A small apropos anecdote: in 1996 or '97 I took an undergrad course in AI. We wrote some papers on the possibilities and limitations of various approaches then competing for academic interest. A friend of mine came up with what I thought was a very clever reductio ad absurdum task that an AI could not possibly perform: consider the Ogden Nash poem "The Ostrich" and (a) explain why it's funny, (b) translate it into French.
Yesterday I recalled that paper and decided to see how the LLMs would do on the task. ChatGPT failed with hazy generalities and an officious refusal to translate copyrighted material.

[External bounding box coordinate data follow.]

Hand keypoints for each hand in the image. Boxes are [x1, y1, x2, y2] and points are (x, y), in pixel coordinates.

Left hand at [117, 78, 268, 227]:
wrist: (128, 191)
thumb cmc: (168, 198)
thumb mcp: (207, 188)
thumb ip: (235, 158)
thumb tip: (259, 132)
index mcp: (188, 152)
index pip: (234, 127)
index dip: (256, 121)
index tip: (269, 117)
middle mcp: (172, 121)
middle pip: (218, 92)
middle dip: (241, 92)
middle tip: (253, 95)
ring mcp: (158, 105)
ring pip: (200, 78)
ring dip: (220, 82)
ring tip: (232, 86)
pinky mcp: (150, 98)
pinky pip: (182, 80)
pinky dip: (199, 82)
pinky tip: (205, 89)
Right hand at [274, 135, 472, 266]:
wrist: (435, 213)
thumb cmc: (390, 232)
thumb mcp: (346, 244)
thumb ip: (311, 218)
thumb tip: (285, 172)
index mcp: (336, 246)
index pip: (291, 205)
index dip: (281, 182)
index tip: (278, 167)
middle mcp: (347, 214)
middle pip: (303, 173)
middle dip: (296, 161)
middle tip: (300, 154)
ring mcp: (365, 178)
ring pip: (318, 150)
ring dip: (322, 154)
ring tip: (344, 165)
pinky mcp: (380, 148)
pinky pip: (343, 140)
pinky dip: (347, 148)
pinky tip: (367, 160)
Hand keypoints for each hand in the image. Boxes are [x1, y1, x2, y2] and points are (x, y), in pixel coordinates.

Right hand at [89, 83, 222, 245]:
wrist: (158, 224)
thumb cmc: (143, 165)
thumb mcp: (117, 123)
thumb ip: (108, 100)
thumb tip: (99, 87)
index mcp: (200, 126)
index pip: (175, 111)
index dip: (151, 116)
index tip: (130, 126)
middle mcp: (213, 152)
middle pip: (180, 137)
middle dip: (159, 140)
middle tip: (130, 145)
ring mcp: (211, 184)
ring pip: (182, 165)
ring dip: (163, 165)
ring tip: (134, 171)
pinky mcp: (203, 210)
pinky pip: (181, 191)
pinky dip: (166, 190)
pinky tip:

Claude at first hallucinated a different poem entirely when I just referred to the poem by name and author.
But then when I copied the short text of the poem into the prompt and retried, Claude (though not ChatGPT) nailed both tasks, giving an extremely thorough and accurate anatomy of the poem's humor and doing as well as anyone could at the translation, with apropos commentary on why it was difficult to capture that sort of humor in another language.
1990s me would have thought "this is it, this is real strong AI, it's arrived, we're done." I don't think that, but boy are we in for some interesting times.